What you must spend money on to maintain the property on a daily basis are known as allowable expenses. Examples include:
- Costs for letting agents
- Legal costs for leases of less than a year or for lease renewals of fewer than 50 years
- Accountancy fees
- Insurance for buildings and contents
- Interest on loans for properties
- Upkeep and repairs to the building
- Utility costs for things like power, gas, and water
- Service fees, ground rent, and rent
- Council fees
- Services like cleaning or gardening
- The property's other up-front expenses, such as telephone calls, stationery, and advertising
Non Resident Landlords
Services for a non-resident who earns money from renting out properties in the UK.

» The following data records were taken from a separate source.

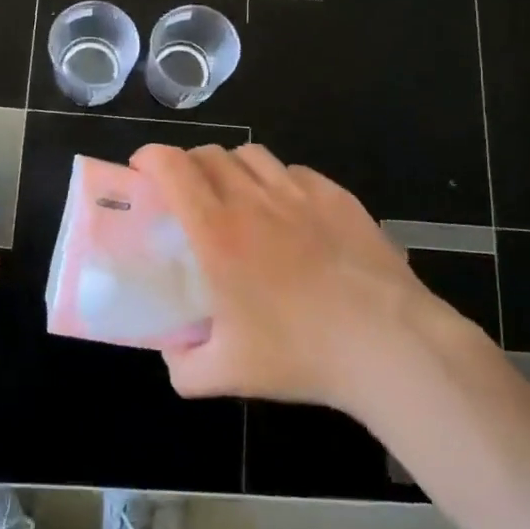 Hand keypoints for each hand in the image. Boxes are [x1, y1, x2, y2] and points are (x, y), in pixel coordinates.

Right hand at [131, 143, 464, 414]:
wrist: (387, 343)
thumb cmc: (300, 353)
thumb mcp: (226, 374)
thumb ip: (183, 366)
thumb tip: (171, 355)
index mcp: (217, 232)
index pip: (172, 167)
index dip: (150, 158)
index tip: (142, 172)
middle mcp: (253, 200)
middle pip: (209, 154)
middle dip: (187, 165)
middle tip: (186, 196)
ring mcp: (299, 193)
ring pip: (251, 155)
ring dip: (231, 168)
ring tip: (236, 198)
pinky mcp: (337, 196)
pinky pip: (294, 173)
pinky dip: (278, 182)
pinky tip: (288, 213)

A landlord who rents out property in the UK but spends more than six months abroad of the country during the tax year is referred to as a non-resident landlord. These landlords are subject to a unique tax programme known as the non-resident landlord programme. The tax must be subtracted by a letting agent or tenant from the rent paid to the non-resident landlord under the UK non-resident landlord system and paid to HMRC.
- If you rent out a home in the UK, you must pay tax on your rental income.
- If you sell residential property in the UK and make a profit again, you can also be required to pay tax.
- Even if you are a UK resident for tax reasons, HM Revenue and Customs (HMRC) will classify you as a "non-resident landlord" if you spend six months or more of the year living overseas.